MySQL Query Questions
QUESTION: 1 Write an SQL query to fetch the EmpId and FullName of all the employees working under Manager with id – ‘986’.
Ans. We can use the EmployeeDetails table to fetch the employee details with a where clause for the manager-
SELECT EmpId, FullName FROM EmployeeDetails WHERE ManagerId = 986;
QUESTION: 2 Write an SQL query to fetch the different projects available from the EmployeeSalary table.
Ans. While referring to the EmployeeSalary table, we can see that this table contains project values corresponding to each employee, or we can say that we will have duplicate project values while selecting Project values from this table.
So, we will use the distinct clause to get the unique values of the Project.
SELECT DISTINCT(Project) FROM EmployeeSalary;
QUESTION: 3 Write an SQL query to fetch records that are present in one table but not in another table.
Ans. SQL Server – Using MINUS- operator-
SELECT * FROM EmployeeSalary MINUS SELECT * FROM ManagerSalary;
MySQL – Since MySQL doesn’t have MINUS operator so we can use LEFT join-
SELECT EmployeeSalary. * FROM EmployeeSalary LEFT JOIN ManagerSalary USING (EmpId) WHERE ManagerSalary.EmpId IS NULL;
QUESTION: 4 Write an SQL query to fetch the EmpIds that are present in both the tables – ‘EmployeeDetails’ and ‘EmployeeSalary.
Ans. Using sub query-
SELECT EmpId FROM EmployeeDetails where EmpId IN (SELECT EmpId FROM EmployeeSalary);
QUESTION: 5 Fetch all the employees who are not working on any project.
Ans. This is one of the very basic interview questions in which the interviewer wants to see if the person knows about the commonly used – Is NULL operator.
SELECT EmpId FROM EmployeeSalary WHERE Project IS NULL;
Question: 6 Write an SQL query to fetch employee names having a salary greater than or equal to 5000 and less than or equal to 10000.
Ans. Here, we will use BETWEEN in the ‘where’ clause to return the EmpId of the employees with salary satisfying the required criteria and then use it as subquery to find the fullName of the employee from EmployeeDetails table.
SELECT FullName FROM EmployeeDetails WHERE EmpId IN (SELECT EmpId FROM EmployeeSalary WHERE Salary BETWEEN 5000 AND 10000);
QUESTION: 7 Write an SQL query to fetch all the Employees details from EmployeeDetails table who joined in the Year 2020.

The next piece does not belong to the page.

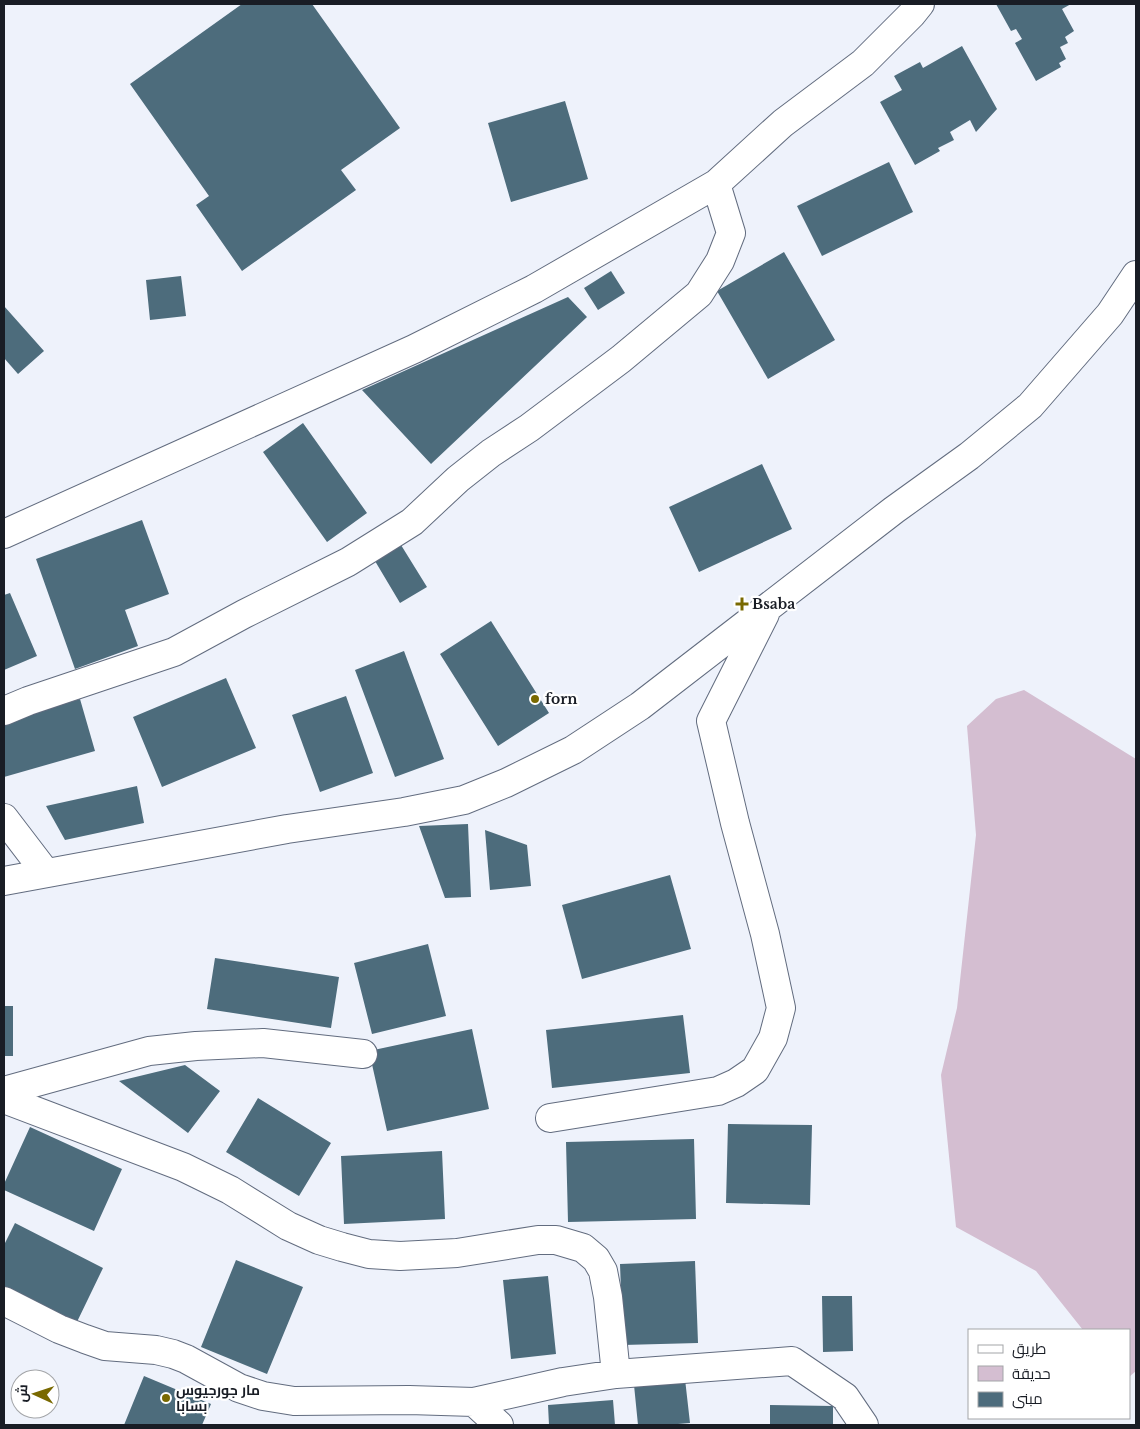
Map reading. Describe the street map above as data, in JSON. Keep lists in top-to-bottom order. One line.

Ans. Using BETWEEN for the date range ’01-01-2020′ AND ’31-12-2020′-
SELECT * FROM EmployeeDetails WHERE DateOfJoining BETWEEN '2020/01/01' AND '2020/12/31';
Also, we can extract year part from the joining date (using YEAR in mySQL)-
SELECT * FROM EmployeeDetails WHERE YEAR(DateOfJoining) = '2020';
QUESTION: 8 Write an SQL query to fetch all employee records from EmployeeDetails table who have a salary record in EmployeeSalary table.
Ans. Using ‘Exists’-
SELECT * FROM EmployeeDetails E WHERE EXISTS (SELECT * FROM EmployeeSalary S WHERE E.EmpId = S.EmpId);
QUESTION: 9 Write an SQL query to fetch project-wise count of employees sorted by project’s count in descending order.
Ans. The query has two requirements – first to fetch the project-wise count and then to sort the result by that count.

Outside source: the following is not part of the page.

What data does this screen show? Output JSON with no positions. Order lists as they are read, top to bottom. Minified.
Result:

For project-wise count, we will be using the GROUP BY clause and for sorting, we will use the ORDER BY clause on the alias of the project-count.
SELECT Project, count (EmpId) EmpProjectCount FROM EmployeeSalary GROUP BY Project ORDER BY EmpProjectCount DESC;
QUESTION: 10 Write a query to fetch employee names and salary records. Display the employee details even if the salary record is not present for the employee.
Ans. This is again one of the very common interview questions in which the interviewer just wants to check the basic knowledge of SQL JOINS.
Here, we can use left join with EmployeeDetail table on the left side of the EmployeeSalary table.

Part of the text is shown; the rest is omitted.